[Collected data entries]

+---+

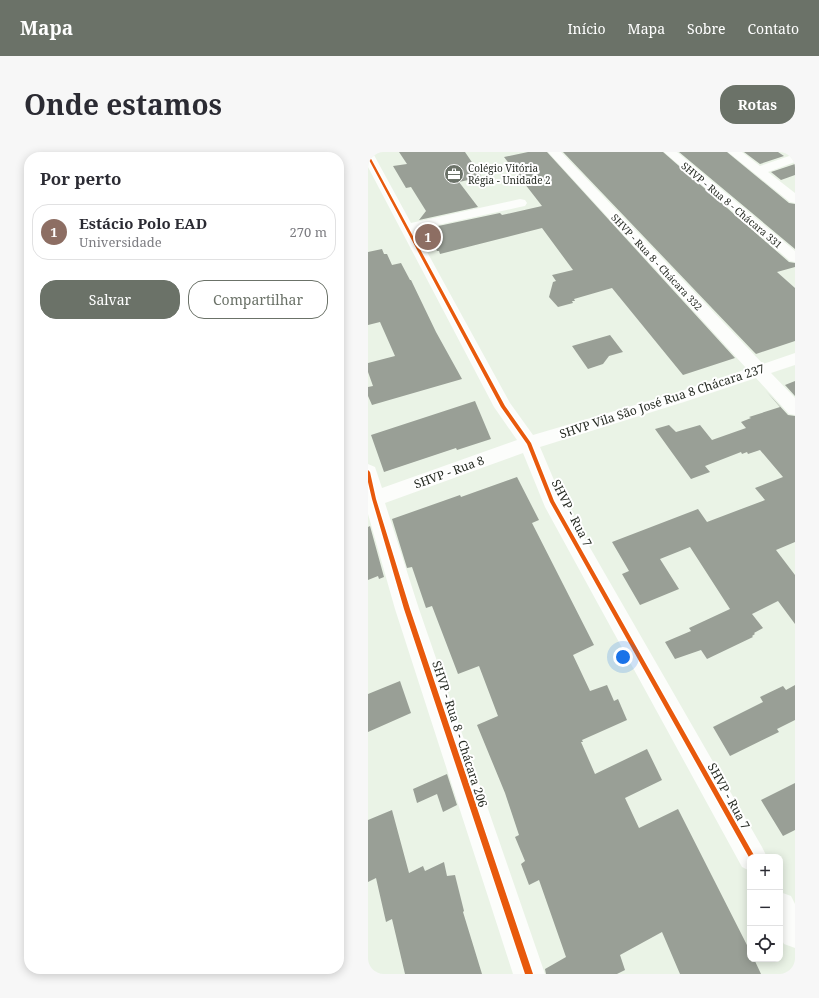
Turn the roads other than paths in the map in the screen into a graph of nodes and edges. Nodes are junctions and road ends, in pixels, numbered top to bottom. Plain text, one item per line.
1 (554, 152) edge
2 (670, 152) edge
3 (734, 152) edge
4 (368, 155) edge
5 (795, 158) edge
6 (758, 171) junction
7 (795, 199) edge
8 (520, 203) dead end
9 (407, 228) junction
10 (795, 258) edge
11 (795, 359) edge
12 (760, 370) junction
13 (795, 409) edge
14 (529, 443) junction
15 (368, 472) edge
16 (371, 500) edge
17 (750, 854) edge
18 (783, 912) edge
19 (795, 933) edge
20 (529, 974) edge

1 - 12 street, SHVP - Rua 8 - Chácara 332
2 - 10 street, SHVP - Rua 8 - Chácara 331
3 - 6 street
4 - 9 street, SHVP - Rua 7
5 - 6 street
6 - 7 street
8 - 9 street
9 - 14 street, SHVP - Rua 7
11 - 12 street, SHVP Vila São José Rua 8 Chácara 237
12 - 13 street, SHVP - Rua 8 - Chácara 332
12 - 14 street, SHVP Vila São José Rua 8 Chácara 237
14 - 16 street, SHVP - Rua 8
14 - 17 street, SHVP - Rua 7
15 - 16 street, SHVP - Rua 8 - Chácara 206
16 - 20 street, SHVP - Rua 8 - Chácara 206
18 - 19 street

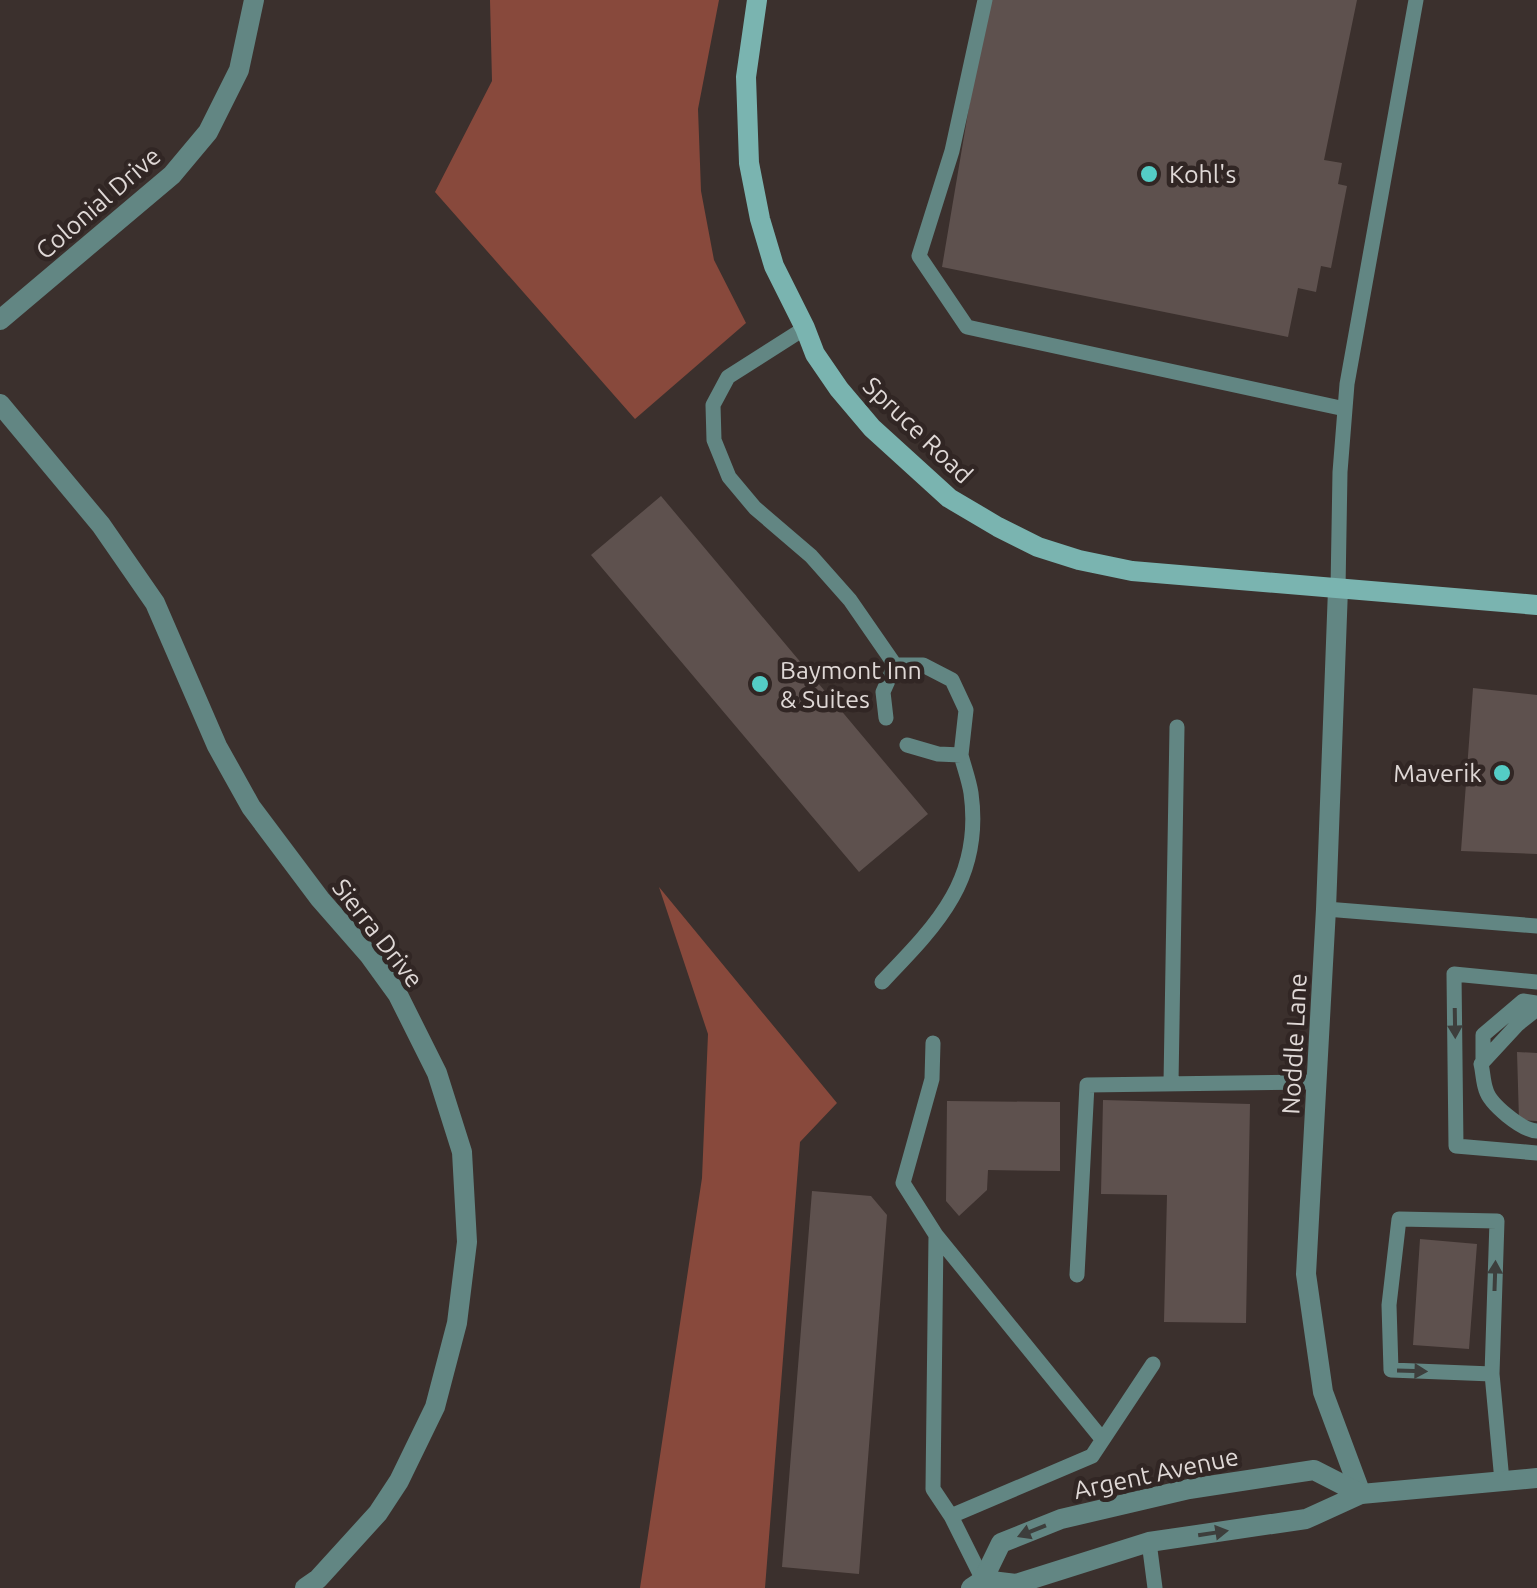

+---+

PROBLEM DESCRIPTION: Output every line of the records exactly, excluding all pictures.

ANSWER TO THE PROBLEM:
Turn the roads other than paths in the map in the screen into a graph of nodes and edges. Nodes are junctions and road ends, in pixels, numbered top to bottom. Plain text, one item per line.
1 (554, 152) edge
2 (670, 152) edge
3 (734, 152) edge
4 (368, 155) edge
5 (795, 158) edge
6 (758, 171) junction
7 (795, 199) edge
8 (520, 203) dead end
9 (407, 228) junction
10 (795, 258) edge
11 (795, 359) edge
12 (760, 370) junction
13 (795, 409) edge
14 (529, 443) junction
15 (368, 472) edge
16 (371, 500) edge
17 (750, 854) edge
18 (783, 912) edge
19 (795, 933) edge
20 (529, 974) edge

1 - 12 street, SHVP - Rua 8 - Chácara 332
2 - 10 street, SHVP - Rua 8 - Chácara 331
3 - 6 street
4 - 9 street, SHVP - Rua 7
5 - 6 street
6 - 7 street
8 - 9 street
9 - 14 street, SHVP - Rua 7
11 - 12 street, SHVP Vila São José Rua 8 Chácara 237
12 - 13 street, SHVP - Rua 8 - Chácara 332
12 - 14 street, SHVP Vila São José Rua 8 Chácara 237
14 - 16 street, SHVP - Rua 8
14 - 17 street, SHVP - Rua 7
15 - 16 street, SHVP - Rua 8 - Chácara 206
16 - 20 street, SHVP - Rua 8 - Chácara 206
18 - 19 street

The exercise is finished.